En août 1505 un jeune clerc de vingt ans lui sert de témoin dans sa fonction d’abbé de Pleine Selve. De même le 5 septembre 1505 à Saintes et à nouveau en 1512 à Bordeaux.  Il s’agit de Clément Janequin qui deviendra le maître reconnu de la musique polyphonique du XVIe siècle. Clément suit partout Ladislas du Fau son protecteur qui disparait en 1523. Janequin est dit clericus soit étudiant en prêtrise en 1505, maître en 1512 et prêtre en 1528, année d’édition de ses premières œuvres par Attaingnant.

 

attaignat 1537

Saintes et Bordeaux, sans oublier le Poitou, c’est aussi le théâtre principal des pérégrinations de Rabelais de 1520 à 1530.

Ce coquin de Janequin

Clément Janequin, en 1507, est maître des enfants de chœur de la cathédrale de Luçon.

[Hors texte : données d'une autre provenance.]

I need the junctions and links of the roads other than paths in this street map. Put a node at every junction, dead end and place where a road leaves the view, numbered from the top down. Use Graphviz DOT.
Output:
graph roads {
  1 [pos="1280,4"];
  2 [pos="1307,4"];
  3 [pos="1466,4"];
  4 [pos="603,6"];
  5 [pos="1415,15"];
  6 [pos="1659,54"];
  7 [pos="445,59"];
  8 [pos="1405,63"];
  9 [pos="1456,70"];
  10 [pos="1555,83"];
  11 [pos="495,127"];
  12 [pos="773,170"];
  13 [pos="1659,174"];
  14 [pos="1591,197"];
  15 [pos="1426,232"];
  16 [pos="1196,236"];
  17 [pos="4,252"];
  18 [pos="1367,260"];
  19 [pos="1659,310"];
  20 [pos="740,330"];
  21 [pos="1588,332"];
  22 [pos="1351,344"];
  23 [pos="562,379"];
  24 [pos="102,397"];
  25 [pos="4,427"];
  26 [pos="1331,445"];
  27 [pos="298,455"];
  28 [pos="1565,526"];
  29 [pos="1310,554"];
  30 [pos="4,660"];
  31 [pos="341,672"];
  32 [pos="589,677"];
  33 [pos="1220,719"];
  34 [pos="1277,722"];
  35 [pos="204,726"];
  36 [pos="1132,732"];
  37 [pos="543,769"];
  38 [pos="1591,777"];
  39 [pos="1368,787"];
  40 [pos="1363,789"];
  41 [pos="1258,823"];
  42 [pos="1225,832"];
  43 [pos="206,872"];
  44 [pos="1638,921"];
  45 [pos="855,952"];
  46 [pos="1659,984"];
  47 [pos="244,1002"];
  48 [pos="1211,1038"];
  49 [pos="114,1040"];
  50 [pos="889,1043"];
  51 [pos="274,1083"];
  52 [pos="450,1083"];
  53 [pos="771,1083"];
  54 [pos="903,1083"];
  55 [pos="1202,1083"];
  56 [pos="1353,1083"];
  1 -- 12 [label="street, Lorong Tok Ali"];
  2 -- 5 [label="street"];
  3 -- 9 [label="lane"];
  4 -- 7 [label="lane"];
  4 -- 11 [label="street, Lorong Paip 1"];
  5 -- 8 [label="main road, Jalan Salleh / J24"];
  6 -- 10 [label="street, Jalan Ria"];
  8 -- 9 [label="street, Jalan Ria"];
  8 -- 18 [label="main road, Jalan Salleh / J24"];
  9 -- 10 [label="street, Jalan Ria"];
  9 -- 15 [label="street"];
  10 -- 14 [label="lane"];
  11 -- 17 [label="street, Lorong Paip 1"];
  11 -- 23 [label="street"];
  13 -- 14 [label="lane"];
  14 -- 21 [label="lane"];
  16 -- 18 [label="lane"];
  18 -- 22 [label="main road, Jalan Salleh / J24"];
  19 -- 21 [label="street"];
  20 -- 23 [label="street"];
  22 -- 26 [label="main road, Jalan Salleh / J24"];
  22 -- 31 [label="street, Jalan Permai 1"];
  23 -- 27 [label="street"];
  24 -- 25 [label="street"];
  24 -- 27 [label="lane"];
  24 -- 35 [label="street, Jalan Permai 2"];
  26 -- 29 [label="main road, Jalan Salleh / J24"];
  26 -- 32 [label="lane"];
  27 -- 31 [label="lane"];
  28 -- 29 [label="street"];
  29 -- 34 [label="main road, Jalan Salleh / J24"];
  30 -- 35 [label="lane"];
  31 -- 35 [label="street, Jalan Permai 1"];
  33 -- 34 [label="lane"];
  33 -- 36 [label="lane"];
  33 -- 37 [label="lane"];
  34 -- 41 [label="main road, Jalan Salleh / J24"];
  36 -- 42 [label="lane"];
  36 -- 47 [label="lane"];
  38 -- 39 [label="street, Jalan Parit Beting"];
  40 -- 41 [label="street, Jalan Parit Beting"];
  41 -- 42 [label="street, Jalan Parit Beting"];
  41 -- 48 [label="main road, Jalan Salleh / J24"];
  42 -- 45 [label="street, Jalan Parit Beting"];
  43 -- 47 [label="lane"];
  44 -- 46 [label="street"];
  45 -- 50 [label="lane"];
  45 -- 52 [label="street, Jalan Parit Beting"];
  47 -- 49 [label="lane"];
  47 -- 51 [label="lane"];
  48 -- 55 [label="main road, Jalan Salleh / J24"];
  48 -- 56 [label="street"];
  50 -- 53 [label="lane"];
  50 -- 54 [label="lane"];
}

Accusé de fornication[23] avec des femmes par l’évêque de l’époque Pierre de Sacierges et son official, il est condamné au jeûne et on le menace d’excommunication. C’est un provocateur notoire qui récidive rapidement :

« Jannequin, les jours de jeudy, vendredy et samedy saincts de Pasques et le lendemain tient avecques luy des femmes dissolues, couche avec elles, presens et voyans les enfans de cueur. »

 

robida moines couillons 1885

Œuvres de Rabelais illustrations de A Robida 1885

En l’absence de l’évêque, il est excommunié, privé de sa charge, jeté en prison trois semaines puis pardonné par le président du chapitre Mathurin de Derce. L’évêque Pierre de Sacierges est en conflit permanent avec le chapitre opposé à sa nomination. Il estime être le seul à pouvoir sanctionner cet indiscipliné. L’évêque et son official vont le juger à nouveau et Janequin est condamné à une amende et à un an de jeûne au pain et à l’eau tous les vendredis. On le suspend de sa charge mais provisoirement. Janequin fait appel à Bordeaux où son protecteur Ladislas Du Fau est vicaire général, mais son jugement est confirmé. Cependant le pardon finit par être accordé à ce musicien si talentueux.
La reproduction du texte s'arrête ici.